Treasury yields pulled back on Thursday as worries over persistent inflation and global trade tensions appeared to ease.
The 10-year Treasury yield fell more than 10 basis points to 4.531%. The 2-year Treasury yield dipped nearly 6 basis points to 4.307%.
One basis point equals 0.01%. Yields and prices move in opposite directions.
Data Thursday showed the producer price index, which measures what producers get for their goods and services, increased by a seasonally adjusted 0.4% in January. Economists polled by Dow Jones anticipated a 0.3% advance. Excluding food and energy, core PPI was up 0.3%, in line with the forecast.
Despite the hotter number on the surface, the January PPI report and consumer price index data point to a softer PCE price index than traders feared. That PCE measure, which will be released in February, is what the Federal Reserve closely tracks.
“The PPI for Jan ran hot on the headline, but some of the details were dovish,” Adam Crisafulli, founder of Vital Knowledge, said in a note. “After the hot CPI on Wed, people are viewing the PPI as a welcome surprise.”
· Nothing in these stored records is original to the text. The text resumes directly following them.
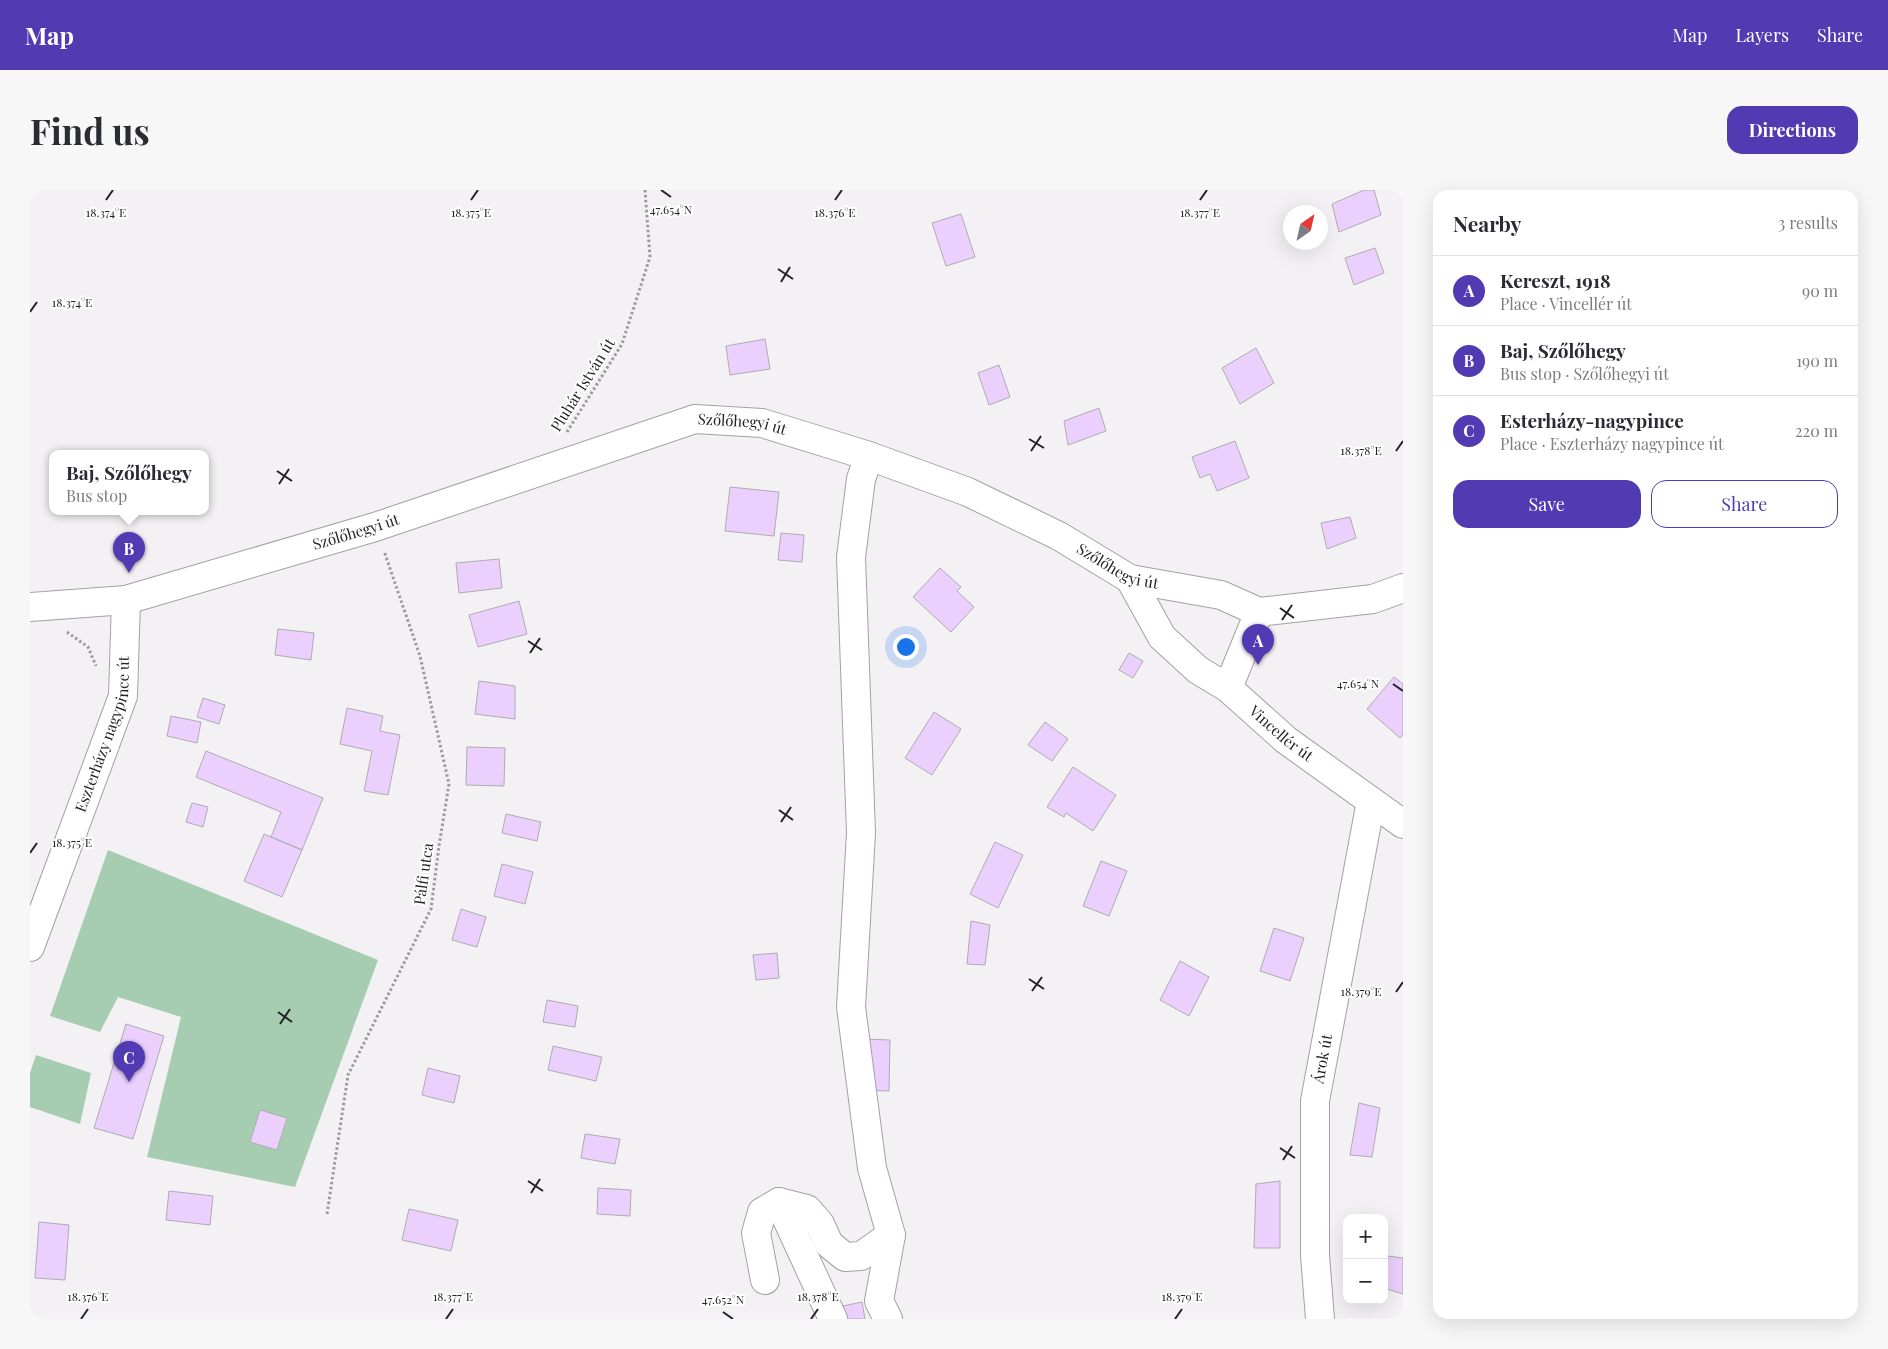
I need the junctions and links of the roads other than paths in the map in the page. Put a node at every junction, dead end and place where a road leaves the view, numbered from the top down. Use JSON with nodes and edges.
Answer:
{"nodes":[{"id":1,"x":869,"y":456,"type":"junction"},
{"id":2,"x":1130,"y":579,"type":"junction"},
{"id":3,"x":1403,"y":588,"type":"edge"},
{"id":4,"x":126,"y":600,"type":"junction"},
{"id":5,"x":30,"y":607,"type":"edge"},
{"id":6,"x":1259,"y":612,"type":"junction"},
{"id":7,"x":1228,"y":688,"type":"junction"},
{"id":8,"x":1371,"y":801,"type":"junction"},
{"id":9,"x":1403,"y":824,"type":"edge"},
{"id":10,"x":30,"y":948,"type":"edge"},
{"id":11,"x":779,"y":1202,"type":"junction"},
{"id":12,"x":891,"y":1236,"type":"junction"},
{"id":13,"x":765,"y":1280,"type":"dead end"},
{"id":14,"x":833,"y":1319,"type":"edge"},
{"id":15,"x":888,"y":1319,"type":"edge"},
{"id":16,"x":1320,"y":1319,"type":"edge"}],
"edges":[{"from":1,"to":2,"type":"street","name":"Szőlőhegyi út"},
{"from":1,"to":4,"type":"street","name":"Szőlőhegyi út"},
{"from":1,"to":12,"type":"street"},
{"from":2,"to":6,"type":"street","name":"Szőlőhegyi út"},
{"from":2,"to":7,"type":"street","name":"Vincellér út"},
{"from":3,"to":6,"type":"street"},
{"from":4,"to":5,"type":"street","name":"Szőlőhegyi út"},
{"from":4,"to":10,"type":"street","name":"Eszterházy nagypince út"},
{"from":6,"to":7,"type":"street"},
{"from":7,"to":8,"type":"street","name":"Vincellér út"},
{"from":8,"to":9,"type":"street","name":"Vincellér út"},
{"from":8,"to":16,"type":"street","name":"Árok út"},
{"from":11,"to":12,"type":"street"},
{"from":11,"to":13,"type":"street"},
{"from":11,"to":14,"type":"street"},
{"from":12,"to":15,"type":"street"}]}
On the tariffs front, President Donald Trump signed a memorandum laying out a plan for “reciprocal tariffs” on goods from foreign nations. That said, the retaliatory levies won’t go into effect immediately. Instead, Trump said Commerce Secretary nominee Howard Lutnick will look into the appropriate tariffs for each country.
Treasury yields had jumped on Wednesday after a hot consumer inflation report. The consumer price index rose 0.5% on a monthly basis in January and 3% from a year earlier. Economists surveyed by Dow Jones had been expecting increases of 0.3% and 2.9%, respectively.
So-called core inflation, which excludes food and energy costs, rose 0.4% for the month and 3.3% on an annual basis. That was also higher than the expected 0.3% monthly rise and the 3.1% year-over-year increase.
“Bottom line, persistent inflation is apparent even before tariffs but taking some of the healthcare components that flow into PCE and that were benign is why bonds are rallying,” said Peter Boockvar, chief investment officer at Bleakley Financial Group.